El amor, la amistad…

Santiago Galicia Rojon Serrallonga

Siempre he pensado -y aquí, en la colección de mis letras, es posible comprobarlo- que el amor y la amistad son sentimientos excelsos, algo que brota del interior y parece venir de lo más alto. Se trata, cuando son auténticos, de dos joyas reales que alumbran y distinguen a las personas, a los seres humanos que han aprendido a equilibrar la fórmula de la esencia, la luz, con la arcilla y la finitud. Para algunos, por sus apetitos, intereses, caprichos y arrebatos, el amor y la amistad parecen envolturas de simples objetos que utilizan y desechan, y lo miramos aquí y allá, en todas partes, con resultados que se traducen en gente traicionada, sola y entristecida; otros, en tanto, saben, y así lo sienten desde las profundidades de sus almas, que entre más genuinos e intensos son ambos sentimientos y los practican no como una simple coincidencia, un saludo, una casualidad o un fin para obtener ciertos resultados, sino los vuelven estilos de vida, parte de sí mismos, ministerio y lectura de sus códigos humanos, ya se encuentran en otro nivel, en un peldaño superior donde la vida sonríe y todo se muestra más pleno.

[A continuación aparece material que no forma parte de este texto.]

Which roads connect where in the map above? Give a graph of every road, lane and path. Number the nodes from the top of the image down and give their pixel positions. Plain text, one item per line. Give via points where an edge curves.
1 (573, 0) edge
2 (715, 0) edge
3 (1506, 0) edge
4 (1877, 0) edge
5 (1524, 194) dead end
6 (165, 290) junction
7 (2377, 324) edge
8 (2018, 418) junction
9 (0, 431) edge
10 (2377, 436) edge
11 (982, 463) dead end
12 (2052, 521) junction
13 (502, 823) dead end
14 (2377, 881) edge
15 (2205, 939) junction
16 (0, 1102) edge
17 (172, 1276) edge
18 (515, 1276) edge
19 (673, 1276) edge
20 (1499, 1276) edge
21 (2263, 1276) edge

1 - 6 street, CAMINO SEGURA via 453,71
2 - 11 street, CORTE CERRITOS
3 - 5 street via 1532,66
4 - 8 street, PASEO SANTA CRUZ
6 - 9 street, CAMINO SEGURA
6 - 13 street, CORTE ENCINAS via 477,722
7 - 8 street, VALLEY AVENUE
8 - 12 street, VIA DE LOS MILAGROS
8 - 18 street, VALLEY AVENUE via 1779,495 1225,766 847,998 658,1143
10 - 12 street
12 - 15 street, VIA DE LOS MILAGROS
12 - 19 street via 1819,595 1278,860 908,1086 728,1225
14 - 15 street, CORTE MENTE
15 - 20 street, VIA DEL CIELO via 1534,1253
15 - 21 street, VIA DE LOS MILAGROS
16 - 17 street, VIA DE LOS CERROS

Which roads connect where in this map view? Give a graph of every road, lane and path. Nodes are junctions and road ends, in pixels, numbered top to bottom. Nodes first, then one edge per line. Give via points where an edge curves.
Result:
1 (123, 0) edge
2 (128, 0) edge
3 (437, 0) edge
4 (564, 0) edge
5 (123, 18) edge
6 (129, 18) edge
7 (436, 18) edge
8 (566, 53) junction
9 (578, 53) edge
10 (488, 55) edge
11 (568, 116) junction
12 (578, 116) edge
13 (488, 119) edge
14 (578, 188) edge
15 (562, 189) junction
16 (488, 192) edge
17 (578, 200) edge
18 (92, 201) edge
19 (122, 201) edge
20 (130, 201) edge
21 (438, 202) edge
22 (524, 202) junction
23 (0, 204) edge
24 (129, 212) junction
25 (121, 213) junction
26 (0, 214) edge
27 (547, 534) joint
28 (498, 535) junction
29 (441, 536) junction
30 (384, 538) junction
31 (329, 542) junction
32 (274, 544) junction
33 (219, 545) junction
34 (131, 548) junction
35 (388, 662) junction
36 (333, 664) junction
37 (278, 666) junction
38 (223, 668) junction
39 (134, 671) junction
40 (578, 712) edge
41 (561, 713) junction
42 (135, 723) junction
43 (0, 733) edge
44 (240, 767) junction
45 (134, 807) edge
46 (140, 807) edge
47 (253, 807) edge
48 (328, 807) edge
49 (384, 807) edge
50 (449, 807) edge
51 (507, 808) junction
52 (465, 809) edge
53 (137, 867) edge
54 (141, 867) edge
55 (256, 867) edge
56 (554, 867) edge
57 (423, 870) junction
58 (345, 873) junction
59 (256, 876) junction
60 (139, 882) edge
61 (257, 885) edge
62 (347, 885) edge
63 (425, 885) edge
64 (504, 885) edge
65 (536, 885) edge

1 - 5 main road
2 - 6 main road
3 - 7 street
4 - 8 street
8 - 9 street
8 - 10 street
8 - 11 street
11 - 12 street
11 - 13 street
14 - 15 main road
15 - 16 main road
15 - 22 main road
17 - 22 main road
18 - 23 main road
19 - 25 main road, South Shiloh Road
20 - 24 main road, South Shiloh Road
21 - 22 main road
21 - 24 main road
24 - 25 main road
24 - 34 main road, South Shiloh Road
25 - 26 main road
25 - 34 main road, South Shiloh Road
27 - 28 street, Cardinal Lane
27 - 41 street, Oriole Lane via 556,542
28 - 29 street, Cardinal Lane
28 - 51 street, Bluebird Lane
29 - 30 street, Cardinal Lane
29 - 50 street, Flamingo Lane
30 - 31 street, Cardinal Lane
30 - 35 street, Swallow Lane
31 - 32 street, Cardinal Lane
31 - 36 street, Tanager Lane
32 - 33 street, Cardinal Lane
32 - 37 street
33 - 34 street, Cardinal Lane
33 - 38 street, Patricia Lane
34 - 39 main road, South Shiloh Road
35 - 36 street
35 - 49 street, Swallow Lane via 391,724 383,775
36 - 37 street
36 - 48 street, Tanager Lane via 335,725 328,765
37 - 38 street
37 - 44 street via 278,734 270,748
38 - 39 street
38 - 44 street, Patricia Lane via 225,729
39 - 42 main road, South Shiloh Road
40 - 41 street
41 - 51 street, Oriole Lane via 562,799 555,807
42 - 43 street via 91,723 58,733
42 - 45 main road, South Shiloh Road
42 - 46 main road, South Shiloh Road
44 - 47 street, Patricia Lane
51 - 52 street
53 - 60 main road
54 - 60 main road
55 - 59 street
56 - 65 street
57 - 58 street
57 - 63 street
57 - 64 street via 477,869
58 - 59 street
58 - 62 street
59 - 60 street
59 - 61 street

Significa que uno ya posee, entonces, dos de las llaves que abren las puertas a cielos insospechados. El amor y la amistad, principalmente en la hora actual en la que tanto sufrimiento parece desmantelar a la humanidad entera, hacen falta, y no para saciar apetitos en posadas de una noche ni con el objetivo de embrutecerse con bebidas embriagantes hasta caer a estados de fieras. Son rasgos que exclusivamente pertenecen a aquellos hombres y mujeres que han superado estados primarios y se encuentran en niveles superiores, con parte de la fórmula de la inmortalidad.

Abrazo a mis queridos compañeros blogueros, a mis amables lectores y a mis contactos en las redes sociales, con amistad y cariño.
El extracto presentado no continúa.